Border is currently under development.
In order to run examples, install python>=3.7 and gym, for which the library provides a wrapper using PyO3.
The following command runs a random controller (policy) for 5 episodes in CartPole-v0:
bash
$ cargo run --example random_cartpole
It renders during the episodes and generates a csv file in examples/model
, including the sequences of observation and reward values in the episodes.
bash
$ head -n3 examples/model/random_cartpole_eval.csv
0,0,1.0,-0.012616985477507114,0.19292789697647095,0.04204097390174866,-0.2809212803840637
0,1,1.0,-0.008758427575230598,-0.0027677505277097225,0.036422546952962875,0.024719225242733955
0,2,1.0,-0.008813782595098019,-0.1983925849199295,0.036916933953762054,0.3286677300930023
The following command trains a DQN agent:
bash
$ cargo run --example dqn_cartpole
After training, the trained agent runs for 5 episodes. The parameters of the trained Q-network (and the target network) are saved in examples/model/dqn_cartpole
.
The following command trains a SAC agent on Pendulum-v0, which takes continuous action:
bash
$ cargo run --example sac_pendulum
The code defines an action filter that doubles the torque in the environment.

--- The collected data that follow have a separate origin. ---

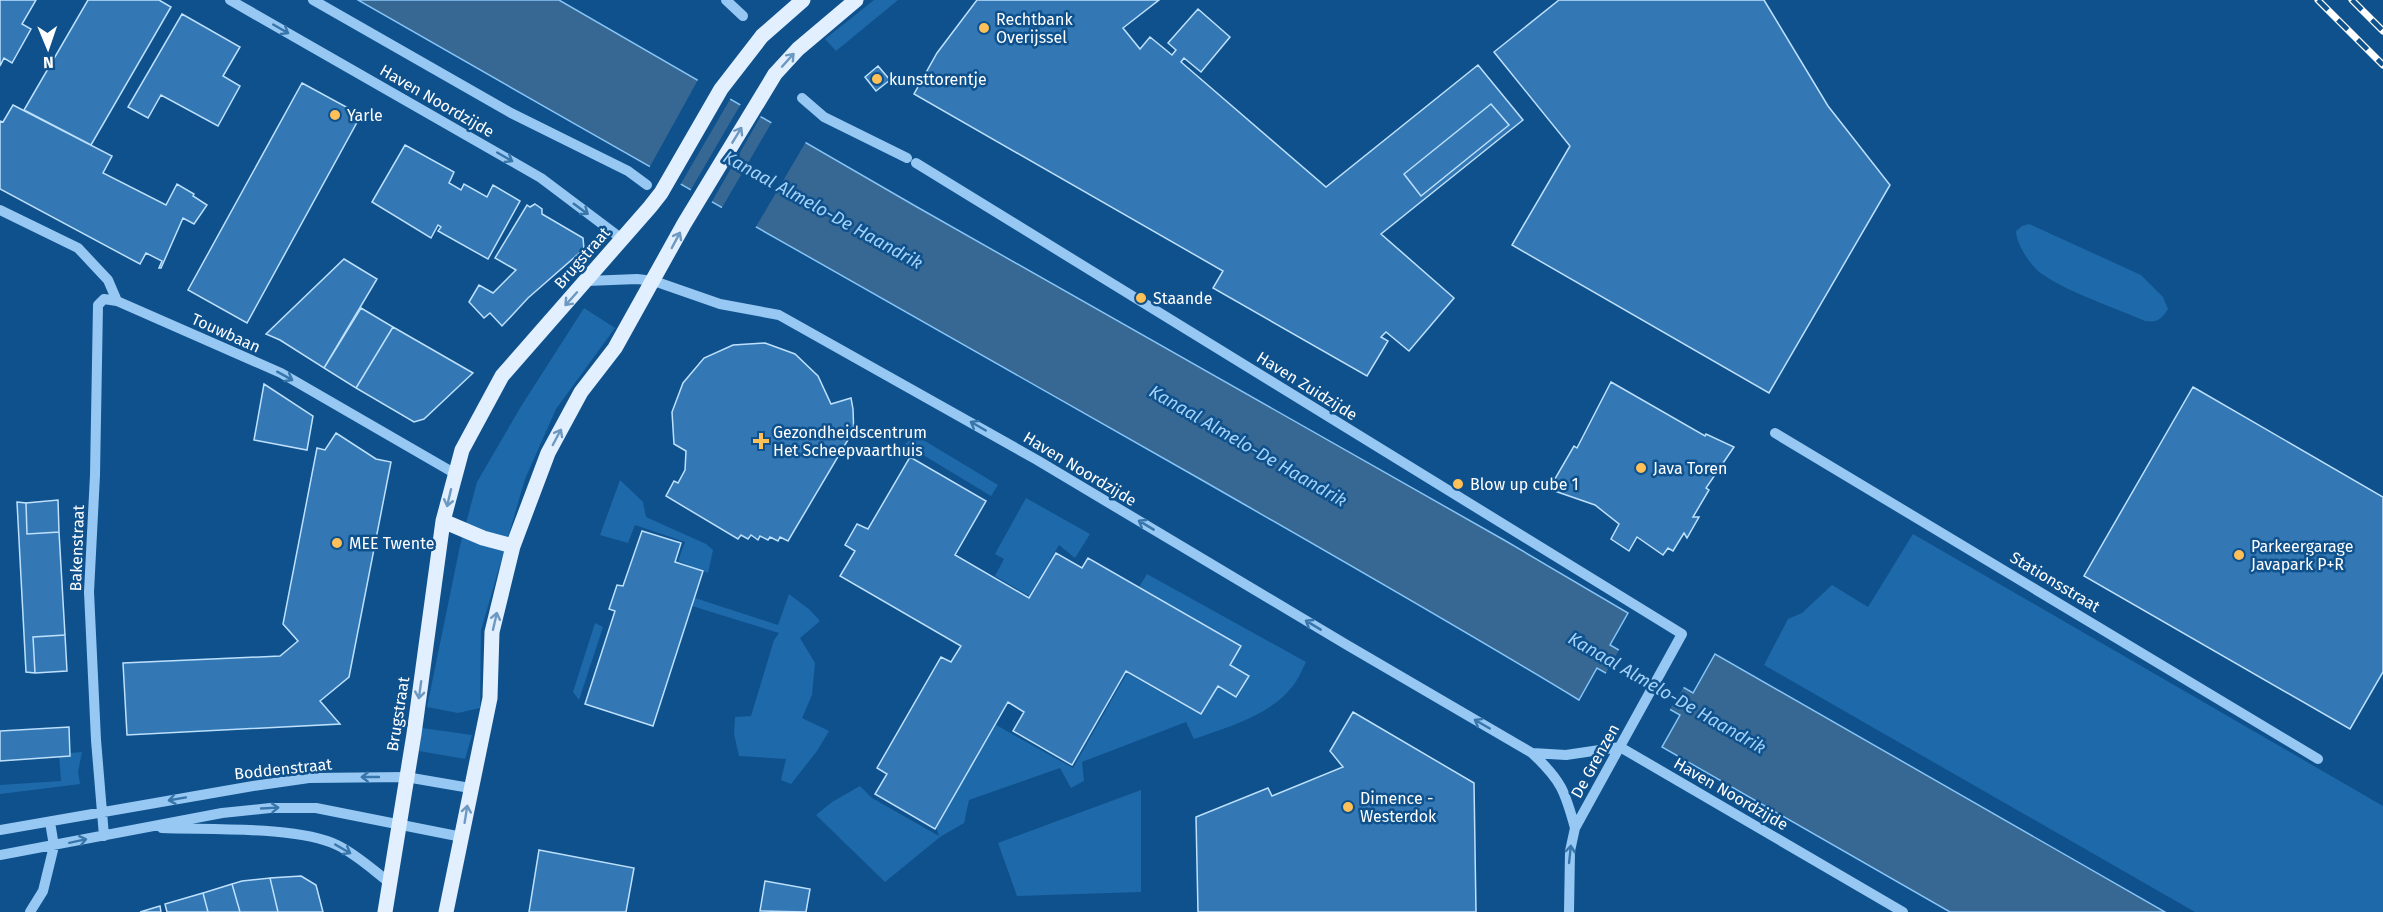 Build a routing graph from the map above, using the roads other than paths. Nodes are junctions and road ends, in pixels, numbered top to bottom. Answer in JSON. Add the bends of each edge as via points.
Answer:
{"nodes":[{"id":1,"x":230,"y":0,"type":"edge"},
{"id":2,"x":314,"y":0,"type":"edge"},
{"id":3,"x":726,"y":0,"type":"edge"},
{"id":4,"x":803,"y":0,"type":"edge"},
{"id":5,"x":856,"y":0,"type":"edge"},
{"id":6,"x":743,"y":16,"type":"dead end"},
{"id":7,"x":802,"y":98,"type":"dead end"},
{"id":8,"x":647,"y":185,"type":"dead end"},
{"id":9,"x":0,"y":210,"type":"edge"},
{"id":10,"x":622,"y":239,"type":"junction"},
{"id":11,"x":587,"y":281,"type":"junction"},
{"id":12,"x":654,"y":281,"type":"junction"},
{"id":13,"x":117,"y":301,"type":"junction"},
{"id":14,"x":1775,"y":433,"type":"dead end"},
{"id":15,"x":454,"y":473,"type":"junction"},
{"id":16,"x":443,"y":521,"type":"junction"},
{"id":17,"x":513,"y":546,"type":"junction"},
{"id":18,"x":1682,"y":634,"type":"joint"},
{"id":19,"x":1620,"y":747,"type":"junction"},
{"id":20,"x":1532,"y":753,"type":"junction"},
{"id":21,"x":2318,"y":759,"type":"dead end"},
{"id":22,"x":406,"y":777,"type":"junction"},
{"id":23,"x":470,"y":788,"type":"junction"},
{"id":24,"x":100,"y":813,"type":"junction"},
{"id":25,"x":50,"y":822,"type":"junction"},
{"id":26,"x":398,"y":824,"type":"junction"},
{"id":27,"x":141,"y":828,"type":"junction"},
{"id":28,"x":1575,"y":828,"type":"junction"},
{"id":29,"x":0,"y":830,"type":"edge"},
{"id":30,"x":104,"y":836,"type":"junction"},
{"id":31,"x":462,"y":837,"type":"junction"},
{"id":32,"x":54,"y":846,"type":"junction"},
{"id":33,"x":0,"y":855,"type":"edge"},
{"id":34,"x":390,"y":883,"type":"junction"},
{"id":35,"x":30,"y":912,"type":"edge"},
{"id":36,"x":385,"y":912,"type":"edge"},
{"id":37,"x":446,"y":912,"type":"edge"},
{"id":38,"x":1569,"y":912,"type":"edge"},
{"id":39,"x":1903,"y":912,"type":"edge"}],
"edges":[{"from":1,"to":10,"type":"street","name":"Haven Noordzijde","one_way":true,"via":[[541,178]]},
{"from":2,"to":8,"type":"street","name":"Haven Noordzijde","via":[[511,113],[628,171]]},
{"from":3,"to":6,"type":"street"},
{"from":4,"to":10,"type":"main road","name":"Brugstraat","via":[[762,36],[721,89],[650,207]]},
{"from":12,"to":5,"type":"main road","one_way":true,"via":[[775,74]]},
{"from":7,"to":18,"type":"street","name":"Haven Zuidzijde","via":[[824,117],[912,160]]},
{"from":9,"to":13,"type":"street","via":[[78,248],[108,280]]},
{"from":10,"to":11,"type":"main road","name":"Brugstraat"},
{"from":11,"to":12,"type":"street","name":"Haven Noordzijde"},
{"from":11,"to":15,"type":"main road","name":"Brugstraat","one_way":true,"via":[[502,376],[462,450]]},
{"from":17,"to":12,"type":"main road","one_way":true,"via":[[548,453],[581,392],[615,348]]},
{"from":20,"to":12,"type":"street","name":"Haven Noordzijde","one_way":true,"via":[[1037,460],[779,315],[720,304]]},
{"from":13,"to":15,"type":"street","name":"Touwbaan","one_way":true,"via":[[280,373]]},
{"from":13,"to":24,"type":"street","name":"Bakenstraat","via":[[104,299],[98,305],[89,592]]},
{"from":14,"to":21,"type":"street","name":"Stationsstraat"},
{"from":15,"to":16,"type":"main road","name":"Brugstraat","one_way":true},
{"from":16,"to":17,"type":"main road"},
{"from":16,"to":22,"type":"main road","name":"Brugstraat","one_way":true},
{"from":23,"to":17,"type":"main road","one_way":true,"via":[[490,698],[492,633]]},
{"from":18,"to":19,"type":"street","name":"De Grenzen"},
{"from":19,"to":20,"type":"street","name":"Haven Noordzijde","via":[[1566,755]]},
{"from":19,"to":28,"type":"street","name":"De Grenzen"},
{"from":19,"to":39,"type":"street","name":"Haven Noordzijde"},
{"from":20,"to":28,"type":"street","name":"Haven Noordzijde","via":[[1550,770],[1566,794]]},
{"from":22,"to":23,"type":"street","name":"Boddenstraat"},
{"from":22,"to":24,"type":"street","name":"Boddenstraat","one_way":true,"via":[[309,778]]},
{"from":22,"to":26,"type":"main road","name":"Brugstraat"},
{"from":31,"to":23,"type":"main road","one_way":true},
{"from":24,"to":25,"type":"street","name":"Boddenstraat"},
{"from":24,"to":30,"type":"street"},
{"from":25,"to":29,"type":"street","name":"Boddenstraat"},
{"from":25,"to":32,"type":"street"},
{"from":27,"to":26,"type":"street","one_way":true,"via":[[222,813],[316,807]]},
{"from":26,"to":31,"type":"street"},
{"from":26,"to":34,"type":"main road","name":"Brugstraat"},
{"from":27,"to":30,"type":"street"},
{"from":27,"to":34,"type":"street","one_way":true,"via":[[284,833],[323,840],[349,852]]},
{"from":38,"to":28,"type":"street","name":"De Grenzen","one_way":true,"via":[[1570,851]]},
{"from":32,"to":30,"type":"street","one_way":true},
{"from":31,"to":37,"type":"main road"},
{"from":32,"to":33,"type":"street"},
{"from":32,"to":35,"type":"street","via":[[43,891]]},
{"from":34,"to":36,"type":"main road","name":"Brugstraat"}]}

The following command trains a DQN agent on PongNoFrameskip-v4:
bash
$ PYTHONPATH=$REPO/examples cargo run --release --example dqn_atari -- PongNoFrameskip-v4
During training, the program will save the model parameters when the evaluation reward achieves its maximum value. The agent can be trained for other atari games (e.g., SeaquestNoFrameskip-v4
) by replacing the name of the environment in the above command.
For Pong, you can download a pretrained agent from my google drive and see how it plays with the following command:
bash
$ PYTHONPATH=$REPO/examples cargo run --release --example dqn_atari -- PongNoFrameskip-v4 --play-gdrive
The pretrained agent will be saved locally in $HOME/.border/model
.
(The code might be broken due to recent changes. It will be fixed in future. The below description is for an older version)
The following command trains a DQN agent in an vectorized environment of Pong:
bash
$ PYTHONPATH=$REPO/examples cargo run --release --example dqn_pong_vecenv
The code demonstrates how to use vectorized environments, in which 4 environments are running synchronously. It took about 11 hours for 2M steps (8M transition samples) on a g3s.xlarge
instance of EC2. Hyperparameter values, tuned specific to Pong instead of all Atari games, are adapted from the book Deep Reinforcement Learning Hands-On. The learning curve is as shown below.
After the training, you can see how the agent plays:
bash
$ PYTHONPATH=$REPO/examples cargo run --example dqn_pong_eval
Border is primarily distributed under the terms of both the MIT license and the Apache License (Version 2.0).